Mothering has to be the oldest (and most challenging) profession, albeit unpaid. You might even argue that motherhood is sacred. Whatever you might argue, motherhood certainly has immeasurable emotional rewards.
Motherhood has long been the focus of celebrations and worship across many cultures. In ancient Egypt, there was an annual festival honouring Isis, known as the mother of the pharoahs. In Ancient Greece, the mother of gods, Rhea, was worshipped in a spring festival. Even in Anatolia, Kybele (Cybele), the mother of the gods also had her own festival. The Romans had a festival in early spring to celebrate the Magna Mater goddess (Cybele) with Megalesia. There was also the festivals of Hilaria, again celebrating Cybele. These festivals involved celebrating the cult of Cybele and eating honey cake and giving flowers. Another precedent of the modern Mother's day was the christian 'mothering Sunday' in England, which was originally held to worship the mother church and the virgin mother Mary in the 16th century, but then later with a decree in the 17th century, became a day to honour mothers themselves with children giving their mothers tokens of appreciation, including 'Mothering cake'. This was a day especially for poor servants working and living away from their families to be able to go home and spend the day with their mothers.
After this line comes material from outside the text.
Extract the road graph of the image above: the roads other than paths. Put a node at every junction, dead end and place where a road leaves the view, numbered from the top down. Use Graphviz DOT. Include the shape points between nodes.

The modern Mother's day originates from the United States of America. Julia Ward Howe, a suffragette and abolitionist, campaigned for a 'Mother's peace day' as a way to protest about the death toll of the civil war. However, the actual holiday that we now celebrate came into being in 1908 with Anna Jarvis's efforts. She created the day after the death of her own mother, who had organized 'Mother's friendship day' which was to promote reconciliation in the US after the civil war. Jarvis wanted a holiday to celebrate one's own mother in order to bring attention to the sacrifices that mothers make for their children. Because her mother loved carnations, Jarvis used carnations to represent her mother and thus the widespread carnations for Mother's day. Mother's day then became a holiday in the US in 1914 after Jarvis spent many efforts to secure this day as a national holiday, reasoning the lack of holidays based on women's achievements. Later Jarvis became very disappointed with the commercialisation of the holiday and tried to have it removed from the calendar and sadly used up her money and energy fighting for this. The day itself has roots in honouring one's own mother but also the role mothers have in society in general.
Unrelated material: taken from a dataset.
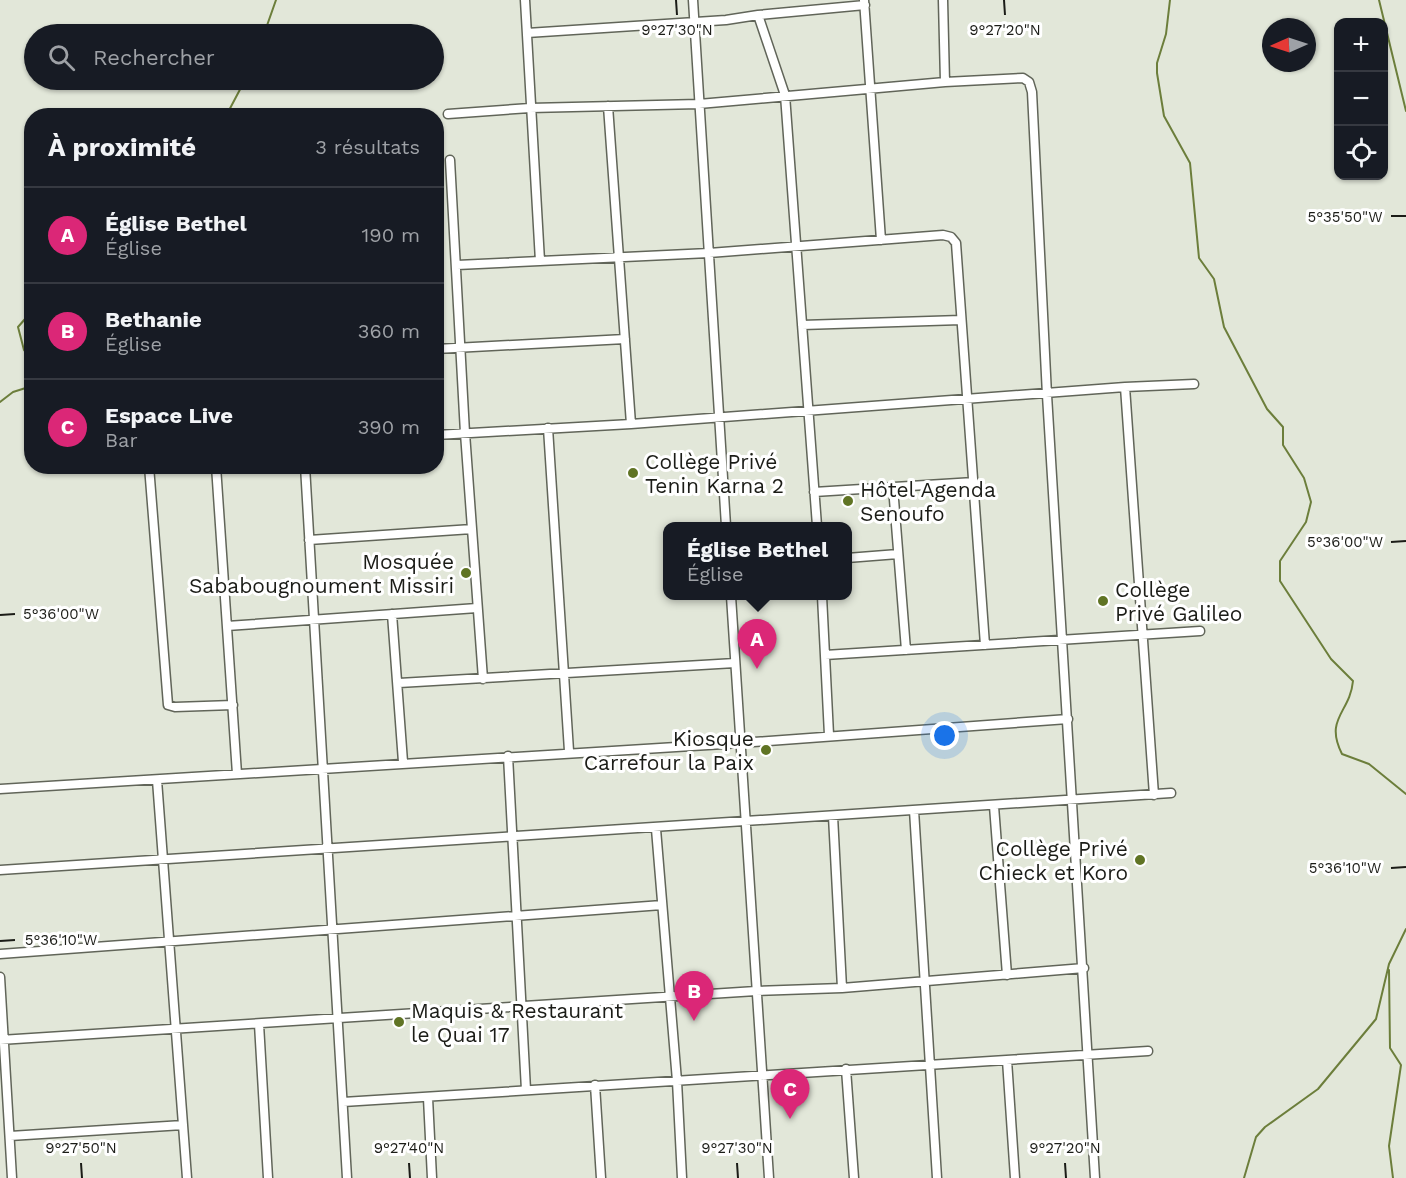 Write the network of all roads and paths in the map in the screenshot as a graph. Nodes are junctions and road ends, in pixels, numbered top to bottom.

There are many international incarnations of mother's day in many countries, with many of them stemming from the US holiday, but some countries have their own holiday. England's Mother's day descends from 'Mothering sunday' and is the 4th Sunday in Lent. In Argentina, it is held in October, with fathers taking control of the family on this day, leaving the mother to rest and the children present poems and flowers. In France, the holiday was brought into being in 1918 after the huge death toll of the WW1, and it was focussed on celebrating mothers, especially those with many children, possibly as a way to encourage more childbirth so as to repopulate France. In Thailand, the holiday coincides with the birthday of the queen, Sirikit. In Ethiopa, the festival is at the end of the rainy season with a 3 day feast where daughters and mothers cover their faces with butter and men sing songs to honour them.
So mother's day is a day to honour mothers and the huge amount of unrewarded work that they do. Let your mum rest and show how much you appreciate what she does for you everyday. Cook her breakfast and deliver it to her in bed (if she doesn't have rules against eating in bed!) Make her a bath or footbath. Or find another way to give back to your mum.
How will you honour your mother this mother's day?